● **ACTION ITEM**:
Every line below is to be quoted exactly, with nothing added or dropped.

Collected data entries
☆ ☆ ☆ ☆ ☆ ☆ ☆
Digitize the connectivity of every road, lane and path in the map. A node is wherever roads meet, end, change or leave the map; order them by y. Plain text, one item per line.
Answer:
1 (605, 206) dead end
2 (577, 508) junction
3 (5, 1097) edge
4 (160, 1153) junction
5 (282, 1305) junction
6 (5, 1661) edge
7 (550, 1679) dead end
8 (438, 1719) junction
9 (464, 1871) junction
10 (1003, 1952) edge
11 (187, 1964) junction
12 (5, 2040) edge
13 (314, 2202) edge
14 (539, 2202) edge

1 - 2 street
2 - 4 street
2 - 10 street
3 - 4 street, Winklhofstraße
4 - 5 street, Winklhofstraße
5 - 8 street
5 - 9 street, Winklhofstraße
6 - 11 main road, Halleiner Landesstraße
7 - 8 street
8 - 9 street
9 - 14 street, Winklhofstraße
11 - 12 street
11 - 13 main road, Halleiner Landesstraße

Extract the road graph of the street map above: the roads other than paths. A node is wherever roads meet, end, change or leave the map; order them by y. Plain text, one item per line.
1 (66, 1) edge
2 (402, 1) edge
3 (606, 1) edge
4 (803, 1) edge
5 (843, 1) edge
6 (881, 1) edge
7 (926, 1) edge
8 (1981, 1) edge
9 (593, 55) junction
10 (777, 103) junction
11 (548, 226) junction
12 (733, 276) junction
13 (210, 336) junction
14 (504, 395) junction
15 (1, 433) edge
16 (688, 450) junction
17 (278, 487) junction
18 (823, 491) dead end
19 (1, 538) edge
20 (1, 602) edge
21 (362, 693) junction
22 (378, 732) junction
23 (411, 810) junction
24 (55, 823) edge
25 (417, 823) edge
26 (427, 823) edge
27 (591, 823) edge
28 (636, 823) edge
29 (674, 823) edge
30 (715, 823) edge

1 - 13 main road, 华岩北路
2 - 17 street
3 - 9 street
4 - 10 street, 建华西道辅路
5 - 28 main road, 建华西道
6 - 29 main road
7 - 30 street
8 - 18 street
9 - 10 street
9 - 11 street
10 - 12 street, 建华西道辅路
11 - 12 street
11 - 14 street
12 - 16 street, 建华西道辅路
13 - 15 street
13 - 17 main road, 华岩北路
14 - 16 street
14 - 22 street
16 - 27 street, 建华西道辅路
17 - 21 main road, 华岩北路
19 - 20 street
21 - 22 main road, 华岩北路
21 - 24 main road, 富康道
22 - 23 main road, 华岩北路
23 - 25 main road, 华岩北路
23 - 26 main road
☆ ☆ ☆ ☆ ☆ ☆ ☆
● **YOUR SOLUTION**:
Digitize the connectivity of every road, lane and path in the map. A node is wherever roads meet, end, change or leave the map; order them by y. Plain text, one item per line.
Answer:
1 (605, 206) dead end
2 (577, 508) junction
3 (5, 1097) edge
4 (160, 1153) junction
5 (282, 1305) junction
6 (5, 1661) edge
7 (550, 1679) dead end
8 (438, 1719) junction
9 (464, 1871) junction
10 (1003, 1952) edge
11 (187, 1964) junction
12 (5, 2040) edge
13 (314, 2202) edge
14 (539, 2202) edge

1 - 2 street
2 - 4 street
2 - 10 street
3 - 4 street, Winklhofstraße
4 - 5 street, Winklhofstraße
5 - 8 street
5 - 9 street, Winklhofstraße
6 - 11 main road, Halleiner Landesstraße
7 - 8 street
8 - 9 street
9 - 14 street, Winklhofstraße
11 - 12 street
11 - 13 main road, Halleiner Landesstraße

Extract the road graph of the street map above: the roads other than paths. A node is wherever roads meet, end, change or leave the map; order them by y. Plain text, one item per line.
1 (66, 1) edge
2 (402, 1) edge
3 (606, 1) edge
4 (803, 1) edge
5 (843, 1) edge
6 (881, 1) edge
7 (926, 1) edge
8 (1981, 1) edge
9 (593, 55) junction
10 (777, 103) junction
11 (548, 226) junction
12 (733, 276) junction
13 (210, 336) junction
14 (504, 395) junction
15 (1, 433) edge
16 (688, 450) junction
17 (278, 487) junction
18 (823, 491) dead end
19 (1, 538) edge
20 (1, 602) edge
21 (362, 693) junction
22 (378, 732) junction
23 (411, 810) junction
24 (55, 823) edge
25 (417, 823) edge
26 (427, 823) edge
27 (591, 823) edge
28 (636, 823) edge
29 (674, 823) edge
30 (715, 823) edge

1 - 13 main road, 华岩北路
2 - 17 street
3 - 9 street
4 - 10 street, 建华西道辅路
5 - 28 main road, 建华西道
6 - 29 main road
7 - 30 street
8 - 18 street
9 - 10 street
9 - 11 street
10 - 12 street, 建华西道辅路
11 - 12 street
11 - 14 street
12 - 16 street, 建华西道辅路
13 - 15 street
13 - 17 main road, 华岩北路
14 - 16 street
14 - 22 street
16 - 27 street, 建华西道辅路
17 - 21 main road, 华岩北路
19 - 20 street
21 - 22 main road, 华岩北路
21 - 24 main road, 富康道
22 - 23 main road, 华岩北路
23 - 25 main road, 华岩北路
23 - 26 main road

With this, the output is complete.